Recent budget reductions have posed tremendous challenges to the U.S. Army in managing its portfolio of ground combat systems (tanks and other fighting vehicles), thus placing many important programs at risk. To address these challenges, the Army and a supporting team developed and applied the Capability Portfolio Analysis Tool (CPAT) to optimally invest in ground combat modernization over the next 25-35 years. CPAT provides the Army with the analytical rigor needed to help senior Army decision makers allocate scarce modernization dollars to protect soldiers and maintain capability overmatch. CPAT delivers unparalleled insight into multiple-decade modernization planning using a novel multiphase mixed-integer linear programming technique and illustrates a cultural shift toward analytics in the Army's acquisition thinking and processes. CPAT analysis helped shape decisions to continue modernization of the $10 billion Stryker family of vehicles (originally slated for cancellation) and to strategically reallocate over $20 billion to existing modernization programs by not pursuing the Ground Combat Vehicle program as originally envisioned. More than 40 studies have been completed using CPAT, applying operations research methods to optimally prioritize billions of taxpayer dollars and allowing Army acquisition executives to base investment decisions on analytically rigorous evaluations of portfolio trade-offs.

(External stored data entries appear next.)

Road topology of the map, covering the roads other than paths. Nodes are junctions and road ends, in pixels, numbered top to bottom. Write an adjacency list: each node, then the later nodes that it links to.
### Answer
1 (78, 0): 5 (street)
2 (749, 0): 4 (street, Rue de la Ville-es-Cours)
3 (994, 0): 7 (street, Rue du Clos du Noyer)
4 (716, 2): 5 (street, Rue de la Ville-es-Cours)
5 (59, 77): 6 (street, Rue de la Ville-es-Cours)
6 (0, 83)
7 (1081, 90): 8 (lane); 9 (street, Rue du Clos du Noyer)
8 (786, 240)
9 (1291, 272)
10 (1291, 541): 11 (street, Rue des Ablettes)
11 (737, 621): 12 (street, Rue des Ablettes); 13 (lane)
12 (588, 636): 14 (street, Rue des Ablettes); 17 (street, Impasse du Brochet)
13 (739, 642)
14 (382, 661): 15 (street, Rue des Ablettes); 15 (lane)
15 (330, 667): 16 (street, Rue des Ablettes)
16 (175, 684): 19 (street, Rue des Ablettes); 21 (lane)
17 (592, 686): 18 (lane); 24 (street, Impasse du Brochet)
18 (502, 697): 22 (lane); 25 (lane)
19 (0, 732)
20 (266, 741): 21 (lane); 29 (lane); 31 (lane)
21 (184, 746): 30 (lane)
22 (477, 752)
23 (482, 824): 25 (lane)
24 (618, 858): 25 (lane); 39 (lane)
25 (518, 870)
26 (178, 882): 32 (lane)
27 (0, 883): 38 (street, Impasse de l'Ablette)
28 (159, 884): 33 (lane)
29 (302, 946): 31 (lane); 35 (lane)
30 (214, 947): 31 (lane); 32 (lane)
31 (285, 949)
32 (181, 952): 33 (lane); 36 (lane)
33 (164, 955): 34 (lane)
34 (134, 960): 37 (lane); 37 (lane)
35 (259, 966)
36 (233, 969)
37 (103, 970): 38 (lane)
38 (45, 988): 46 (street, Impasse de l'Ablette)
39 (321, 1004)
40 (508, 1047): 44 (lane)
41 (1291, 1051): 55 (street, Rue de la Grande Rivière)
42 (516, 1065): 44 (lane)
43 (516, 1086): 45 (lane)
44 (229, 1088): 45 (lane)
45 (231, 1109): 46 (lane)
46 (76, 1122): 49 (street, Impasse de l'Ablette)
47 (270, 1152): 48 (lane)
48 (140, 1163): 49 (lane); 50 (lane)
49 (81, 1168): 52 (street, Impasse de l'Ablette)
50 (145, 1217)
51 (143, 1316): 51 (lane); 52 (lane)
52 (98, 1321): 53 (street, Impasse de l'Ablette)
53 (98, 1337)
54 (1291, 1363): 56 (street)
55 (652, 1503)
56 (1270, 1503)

In order to effectively plan the management and modernization of its large and diverse fleet of vehicles, the Program Executive Office Ground Combat Systems (PEO GCS) commissioned the development of a large-scale portfolio planning optimization tool. This software, the Capability Portfolio Analysis Tool (CPAT), creates a detailed schedule that optimally prioritizes the modernization or replacement of vehicles within the fleet - respecting numerous business rules associated with fleet structure, budgets, industrial base, research and testing, etc., while maximizing overall fleet performance through time. This paper contains a thorough documentation of the terminology, parameters, variables, and constraints that comprise the fleet management mixed integer linear programming (MILP) mathematical formulation.